### Task requirements
In the entries below, tally the lines that contain the string "strokeStyle", then state that number alone.

Content starts

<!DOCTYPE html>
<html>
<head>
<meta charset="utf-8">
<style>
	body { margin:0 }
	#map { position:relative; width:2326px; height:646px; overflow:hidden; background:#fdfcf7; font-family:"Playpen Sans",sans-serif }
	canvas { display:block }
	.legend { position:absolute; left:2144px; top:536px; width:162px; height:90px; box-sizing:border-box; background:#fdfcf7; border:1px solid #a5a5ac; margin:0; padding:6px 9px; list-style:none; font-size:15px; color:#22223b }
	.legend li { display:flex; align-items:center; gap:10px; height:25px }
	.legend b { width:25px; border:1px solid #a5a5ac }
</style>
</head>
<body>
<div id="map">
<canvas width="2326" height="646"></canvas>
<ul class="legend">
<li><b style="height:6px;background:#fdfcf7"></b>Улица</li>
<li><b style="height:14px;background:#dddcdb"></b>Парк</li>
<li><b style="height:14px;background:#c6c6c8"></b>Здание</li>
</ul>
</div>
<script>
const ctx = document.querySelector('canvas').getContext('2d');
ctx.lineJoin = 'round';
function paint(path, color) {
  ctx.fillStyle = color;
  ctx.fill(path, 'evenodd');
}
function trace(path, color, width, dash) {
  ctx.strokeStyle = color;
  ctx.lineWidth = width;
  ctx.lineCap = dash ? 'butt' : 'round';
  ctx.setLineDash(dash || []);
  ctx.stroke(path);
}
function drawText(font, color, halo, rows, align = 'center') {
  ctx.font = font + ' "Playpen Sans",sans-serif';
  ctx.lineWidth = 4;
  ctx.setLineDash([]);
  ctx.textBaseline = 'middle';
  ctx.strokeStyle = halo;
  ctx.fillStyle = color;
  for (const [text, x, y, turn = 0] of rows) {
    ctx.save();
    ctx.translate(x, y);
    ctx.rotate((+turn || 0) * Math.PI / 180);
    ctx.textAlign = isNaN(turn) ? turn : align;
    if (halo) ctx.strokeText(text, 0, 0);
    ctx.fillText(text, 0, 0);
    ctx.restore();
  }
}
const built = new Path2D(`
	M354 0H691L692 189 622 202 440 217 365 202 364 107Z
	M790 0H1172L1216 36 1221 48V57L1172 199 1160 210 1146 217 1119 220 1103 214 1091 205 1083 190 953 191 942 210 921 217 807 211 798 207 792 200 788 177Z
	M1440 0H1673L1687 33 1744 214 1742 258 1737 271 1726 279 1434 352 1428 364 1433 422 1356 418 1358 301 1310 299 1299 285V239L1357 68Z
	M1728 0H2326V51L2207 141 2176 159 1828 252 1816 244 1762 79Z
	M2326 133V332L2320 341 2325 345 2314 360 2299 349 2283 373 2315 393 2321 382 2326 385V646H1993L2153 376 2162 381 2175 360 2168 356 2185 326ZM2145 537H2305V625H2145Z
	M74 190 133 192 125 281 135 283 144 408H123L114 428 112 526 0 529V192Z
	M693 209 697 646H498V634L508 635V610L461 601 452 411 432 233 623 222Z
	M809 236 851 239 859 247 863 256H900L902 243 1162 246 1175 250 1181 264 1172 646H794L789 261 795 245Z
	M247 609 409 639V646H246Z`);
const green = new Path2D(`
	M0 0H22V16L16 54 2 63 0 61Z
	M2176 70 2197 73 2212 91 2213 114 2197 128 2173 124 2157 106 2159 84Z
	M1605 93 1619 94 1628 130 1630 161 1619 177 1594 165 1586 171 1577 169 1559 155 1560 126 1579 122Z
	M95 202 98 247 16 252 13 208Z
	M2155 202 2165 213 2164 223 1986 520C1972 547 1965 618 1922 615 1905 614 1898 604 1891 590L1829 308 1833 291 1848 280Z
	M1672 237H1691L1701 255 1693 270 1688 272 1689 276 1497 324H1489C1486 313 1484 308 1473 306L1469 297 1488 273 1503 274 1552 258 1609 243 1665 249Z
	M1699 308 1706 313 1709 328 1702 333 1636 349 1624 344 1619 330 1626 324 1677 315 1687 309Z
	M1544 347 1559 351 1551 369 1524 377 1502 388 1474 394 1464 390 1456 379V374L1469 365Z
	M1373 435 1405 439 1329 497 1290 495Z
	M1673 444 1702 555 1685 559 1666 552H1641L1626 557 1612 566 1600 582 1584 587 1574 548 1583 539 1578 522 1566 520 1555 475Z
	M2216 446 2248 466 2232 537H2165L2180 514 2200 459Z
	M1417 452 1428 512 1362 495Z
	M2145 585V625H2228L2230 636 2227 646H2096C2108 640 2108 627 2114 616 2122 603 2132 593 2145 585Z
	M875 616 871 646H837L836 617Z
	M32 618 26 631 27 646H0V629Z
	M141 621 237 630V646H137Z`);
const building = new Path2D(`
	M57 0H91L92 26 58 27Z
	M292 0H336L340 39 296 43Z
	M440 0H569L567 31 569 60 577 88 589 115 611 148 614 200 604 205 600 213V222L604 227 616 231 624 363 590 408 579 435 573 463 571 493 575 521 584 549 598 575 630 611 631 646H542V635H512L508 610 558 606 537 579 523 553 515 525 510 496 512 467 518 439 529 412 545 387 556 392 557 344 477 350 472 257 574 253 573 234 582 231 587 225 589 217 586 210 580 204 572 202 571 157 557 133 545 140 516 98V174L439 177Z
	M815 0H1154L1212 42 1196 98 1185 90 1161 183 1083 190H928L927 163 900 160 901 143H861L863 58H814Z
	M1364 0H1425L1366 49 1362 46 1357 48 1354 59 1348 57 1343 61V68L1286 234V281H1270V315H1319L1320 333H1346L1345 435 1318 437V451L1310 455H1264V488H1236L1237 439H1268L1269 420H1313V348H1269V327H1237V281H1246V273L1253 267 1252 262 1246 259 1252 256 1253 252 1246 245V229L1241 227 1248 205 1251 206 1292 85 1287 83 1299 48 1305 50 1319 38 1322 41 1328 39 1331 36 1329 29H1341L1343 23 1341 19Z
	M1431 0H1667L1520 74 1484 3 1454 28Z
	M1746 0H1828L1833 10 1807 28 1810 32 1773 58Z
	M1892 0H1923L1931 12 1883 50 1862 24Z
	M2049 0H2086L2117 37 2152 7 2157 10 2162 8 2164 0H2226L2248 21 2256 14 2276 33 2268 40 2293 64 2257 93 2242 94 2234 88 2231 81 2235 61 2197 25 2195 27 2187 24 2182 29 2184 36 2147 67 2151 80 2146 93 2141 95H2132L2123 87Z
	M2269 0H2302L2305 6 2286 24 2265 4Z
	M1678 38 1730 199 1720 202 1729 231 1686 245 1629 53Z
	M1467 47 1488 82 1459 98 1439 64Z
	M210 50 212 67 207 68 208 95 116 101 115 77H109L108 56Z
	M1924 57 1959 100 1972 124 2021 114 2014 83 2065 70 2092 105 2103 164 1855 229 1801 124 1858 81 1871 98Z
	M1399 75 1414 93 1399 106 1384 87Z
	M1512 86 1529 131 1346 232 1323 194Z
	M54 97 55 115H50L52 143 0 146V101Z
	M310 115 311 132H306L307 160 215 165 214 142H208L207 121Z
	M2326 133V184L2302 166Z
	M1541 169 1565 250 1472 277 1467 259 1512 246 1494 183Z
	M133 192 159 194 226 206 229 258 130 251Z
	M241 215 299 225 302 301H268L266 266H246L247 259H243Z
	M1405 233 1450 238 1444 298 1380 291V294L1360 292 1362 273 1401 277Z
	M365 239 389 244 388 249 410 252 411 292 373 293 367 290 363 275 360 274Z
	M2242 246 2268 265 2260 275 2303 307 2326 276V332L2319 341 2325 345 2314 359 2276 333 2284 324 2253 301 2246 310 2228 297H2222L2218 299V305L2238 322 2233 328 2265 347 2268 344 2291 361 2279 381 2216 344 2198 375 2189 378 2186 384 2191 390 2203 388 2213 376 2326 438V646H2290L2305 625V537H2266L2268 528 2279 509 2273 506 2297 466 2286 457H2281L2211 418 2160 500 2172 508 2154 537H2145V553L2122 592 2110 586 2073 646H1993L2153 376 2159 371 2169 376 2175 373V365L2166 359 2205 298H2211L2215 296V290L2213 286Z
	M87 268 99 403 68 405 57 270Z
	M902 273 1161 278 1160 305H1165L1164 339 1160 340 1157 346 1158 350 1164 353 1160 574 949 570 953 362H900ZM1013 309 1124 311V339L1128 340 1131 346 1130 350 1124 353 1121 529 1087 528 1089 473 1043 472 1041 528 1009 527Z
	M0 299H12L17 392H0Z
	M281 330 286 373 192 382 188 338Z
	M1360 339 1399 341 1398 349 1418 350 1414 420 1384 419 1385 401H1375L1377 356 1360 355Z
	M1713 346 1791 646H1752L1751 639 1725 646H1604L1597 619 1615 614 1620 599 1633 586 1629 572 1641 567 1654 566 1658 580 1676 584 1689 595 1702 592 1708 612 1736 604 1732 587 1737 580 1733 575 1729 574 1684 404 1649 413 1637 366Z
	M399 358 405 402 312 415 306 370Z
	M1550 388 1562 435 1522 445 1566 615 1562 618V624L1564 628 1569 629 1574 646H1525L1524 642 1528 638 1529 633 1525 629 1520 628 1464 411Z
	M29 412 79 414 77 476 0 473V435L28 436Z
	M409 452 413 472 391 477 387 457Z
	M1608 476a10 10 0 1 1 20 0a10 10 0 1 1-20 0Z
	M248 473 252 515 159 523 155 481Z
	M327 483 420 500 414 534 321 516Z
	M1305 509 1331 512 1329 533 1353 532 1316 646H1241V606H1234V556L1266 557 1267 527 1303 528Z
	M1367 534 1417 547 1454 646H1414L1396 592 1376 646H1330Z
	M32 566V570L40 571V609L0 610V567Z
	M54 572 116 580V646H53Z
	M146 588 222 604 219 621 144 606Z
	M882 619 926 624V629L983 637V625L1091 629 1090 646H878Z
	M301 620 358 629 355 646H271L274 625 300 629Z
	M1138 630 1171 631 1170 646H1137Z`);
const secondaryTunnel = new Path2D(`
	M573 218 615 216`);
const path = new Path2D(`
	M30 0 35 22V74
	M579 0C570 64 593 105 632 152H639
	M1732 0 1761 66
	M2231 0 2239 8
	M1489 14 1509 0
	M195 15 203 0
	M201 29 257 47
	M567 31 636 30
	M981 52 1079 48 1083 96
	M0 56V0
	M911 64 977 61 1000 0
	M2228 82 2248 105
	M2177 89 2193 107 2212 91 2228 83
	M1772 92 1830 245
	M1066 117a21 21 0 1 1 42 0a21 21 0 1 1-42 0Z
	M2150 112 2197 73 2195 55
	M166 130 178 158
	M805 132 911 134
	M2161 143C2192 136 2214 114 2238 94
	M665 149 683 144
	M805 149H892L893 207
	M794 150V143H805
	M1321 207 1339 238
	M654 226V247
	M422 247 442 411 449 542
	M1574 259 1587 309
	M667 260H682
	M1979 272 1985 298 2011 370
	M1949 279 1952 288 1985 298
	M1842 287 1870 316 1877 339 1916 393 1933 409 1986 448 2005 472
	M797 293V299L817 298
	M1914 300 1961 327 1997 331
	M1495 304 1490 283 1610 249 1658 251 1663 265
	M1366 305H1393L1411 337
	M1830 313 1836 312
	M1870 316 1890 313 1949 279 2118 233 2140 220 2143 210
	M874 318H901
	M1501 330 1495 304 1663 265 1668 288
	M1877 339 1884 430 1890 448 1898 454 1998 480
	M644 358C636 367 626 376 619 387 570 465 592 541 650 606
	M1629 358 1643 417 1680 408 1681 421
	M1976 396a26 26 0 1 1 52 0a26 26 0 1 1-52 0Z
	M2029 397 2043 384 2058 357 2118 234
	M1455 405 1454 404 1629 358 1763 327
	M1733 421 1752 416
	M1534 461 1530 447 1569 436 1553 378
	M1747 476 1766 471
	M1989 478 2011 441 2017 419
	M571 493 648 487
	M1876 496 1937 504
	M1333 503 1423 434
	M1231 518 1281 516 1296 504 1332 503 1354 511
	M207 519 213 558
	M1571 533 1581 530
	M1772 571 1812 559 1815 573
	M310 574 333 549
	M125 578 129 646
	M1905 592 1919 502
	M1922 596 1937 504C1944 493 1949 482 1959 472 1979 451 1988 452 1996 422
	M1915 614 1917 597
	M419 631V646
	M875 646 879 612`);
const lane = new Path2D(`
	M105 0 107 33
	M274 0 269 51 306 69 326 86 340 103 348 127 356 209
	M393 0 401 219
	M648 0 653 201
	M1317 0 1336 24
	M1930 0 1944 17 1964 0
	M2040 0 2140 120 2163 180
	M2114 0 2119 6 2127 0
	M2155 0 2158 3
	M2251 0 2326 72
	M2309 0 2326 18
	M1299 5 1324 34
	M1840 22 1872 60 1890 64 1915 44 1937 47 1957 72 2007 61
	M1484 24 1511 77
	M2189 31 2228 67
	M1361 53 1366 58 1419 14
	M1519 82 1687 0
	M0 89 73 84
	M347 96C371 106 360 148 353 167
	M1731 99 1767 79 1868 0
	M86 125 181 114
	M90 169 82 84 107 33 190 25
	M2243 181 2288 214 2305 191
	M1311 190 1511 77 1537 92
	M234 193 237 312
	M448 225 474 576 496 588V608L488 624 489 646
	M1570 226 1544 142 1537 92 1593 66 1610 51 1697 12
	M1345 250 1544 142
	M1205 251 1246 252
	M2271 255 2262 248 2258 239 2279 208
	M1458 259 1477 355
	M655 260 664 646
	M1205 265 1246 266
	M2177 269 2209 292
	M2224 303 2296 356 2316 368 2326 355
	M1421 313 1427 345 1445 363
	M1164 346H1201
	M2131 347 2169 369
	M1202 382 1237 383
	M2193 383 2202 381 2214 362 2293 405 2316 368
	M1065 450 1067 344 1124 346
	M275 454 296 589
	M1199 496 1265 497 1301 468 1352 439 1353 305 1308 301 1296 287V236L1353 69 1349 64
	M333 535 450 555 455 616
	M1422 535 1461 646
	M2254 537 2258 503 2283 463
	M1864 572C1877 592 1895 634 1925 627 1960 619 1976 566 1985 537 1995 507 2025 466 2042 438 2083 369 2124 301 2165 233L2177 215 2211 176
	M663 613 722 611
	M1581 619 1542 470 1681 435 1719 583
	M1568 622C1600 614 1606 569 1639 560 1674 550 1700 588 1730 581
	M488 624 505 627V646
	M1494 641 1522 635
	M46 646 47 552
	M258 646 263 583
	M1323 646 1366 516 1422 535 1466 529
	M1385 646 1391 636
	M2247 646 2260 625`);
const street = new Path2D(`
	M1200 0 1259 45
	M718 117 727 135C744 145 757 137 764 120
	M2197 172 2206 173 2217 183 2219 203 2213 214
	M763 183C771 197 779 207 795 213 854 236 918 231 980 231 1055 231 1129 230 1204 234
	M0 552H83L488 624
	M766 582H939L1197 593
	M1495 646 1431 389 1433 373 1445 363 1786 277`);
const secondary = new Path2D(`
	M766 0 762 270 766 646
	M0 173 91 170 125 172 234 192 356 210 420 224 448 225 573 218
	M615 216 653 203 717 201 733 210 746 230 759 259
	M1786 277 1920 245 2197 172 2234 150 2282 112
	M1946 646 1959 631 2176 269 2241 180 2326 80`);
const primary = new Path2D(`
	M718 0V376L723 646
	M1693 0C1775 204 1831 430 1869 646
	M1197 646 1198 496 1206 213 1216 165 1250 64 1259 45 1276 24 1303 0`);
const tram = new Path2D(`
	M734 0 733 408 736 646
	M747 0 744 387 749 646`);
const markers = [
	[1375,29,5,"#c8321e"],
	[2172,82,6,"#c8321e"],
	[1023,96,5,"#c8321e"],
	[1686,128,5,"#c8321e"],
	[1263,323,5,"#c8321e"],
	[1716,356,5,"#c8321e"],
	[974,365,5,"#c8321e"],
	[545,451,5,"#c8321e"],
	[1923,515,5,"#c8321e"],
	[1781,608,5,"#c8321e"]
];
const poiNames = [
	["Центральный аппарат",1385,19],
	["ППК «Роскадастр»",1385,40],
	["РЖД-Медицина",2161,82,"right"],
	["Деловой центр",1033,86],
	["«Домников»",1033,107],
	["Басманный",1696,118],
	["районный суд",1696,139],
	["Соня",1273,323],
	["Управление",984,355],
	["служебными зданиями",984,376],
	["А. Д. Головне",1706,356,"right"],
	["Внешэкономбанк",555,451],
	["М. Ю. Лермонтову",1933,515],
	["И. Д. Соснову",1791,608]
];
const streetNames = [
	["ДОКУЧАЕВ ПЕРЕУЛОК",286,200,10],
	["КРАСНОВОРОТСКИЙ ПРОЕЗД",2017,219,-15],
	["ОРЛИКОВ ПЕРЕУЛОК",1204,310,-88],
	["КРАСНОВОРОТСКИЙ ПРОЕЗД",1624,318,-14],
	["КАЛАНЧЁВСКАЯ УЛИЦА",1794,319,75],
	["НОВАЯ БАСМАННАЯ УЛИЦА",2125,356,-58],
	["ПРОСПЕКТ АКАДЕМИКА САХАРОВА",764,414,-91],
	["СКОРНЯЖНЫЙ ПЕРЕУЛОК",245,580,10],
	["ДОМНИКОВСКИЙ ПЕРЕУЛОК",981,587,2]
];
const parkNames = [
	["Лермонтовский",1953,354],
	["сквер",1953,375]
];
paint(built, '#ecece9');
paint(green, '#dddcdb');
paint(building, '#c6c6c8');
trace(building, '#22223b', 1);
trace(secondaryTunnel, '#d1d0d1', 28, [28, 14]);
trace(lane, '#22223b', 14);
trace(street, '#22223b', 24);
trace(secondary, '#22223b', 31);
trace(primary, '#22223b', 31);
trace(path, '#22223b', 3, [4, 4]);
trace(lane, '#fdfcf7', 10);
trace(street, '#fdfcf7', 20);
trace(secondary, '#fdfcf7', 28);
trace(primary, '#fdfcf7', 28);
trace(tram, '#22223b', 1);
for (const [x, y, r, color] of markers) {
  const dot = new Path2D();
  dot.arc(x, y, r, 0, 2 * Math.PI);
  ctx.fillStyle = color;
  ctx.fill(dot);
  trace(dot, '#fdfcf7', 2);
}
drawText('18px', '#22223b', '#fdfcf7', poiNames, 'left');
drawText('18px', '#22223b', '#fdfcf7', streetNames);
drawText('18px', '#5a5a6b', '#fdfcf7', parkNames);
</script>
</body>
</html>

Content ends

### Expected answer
2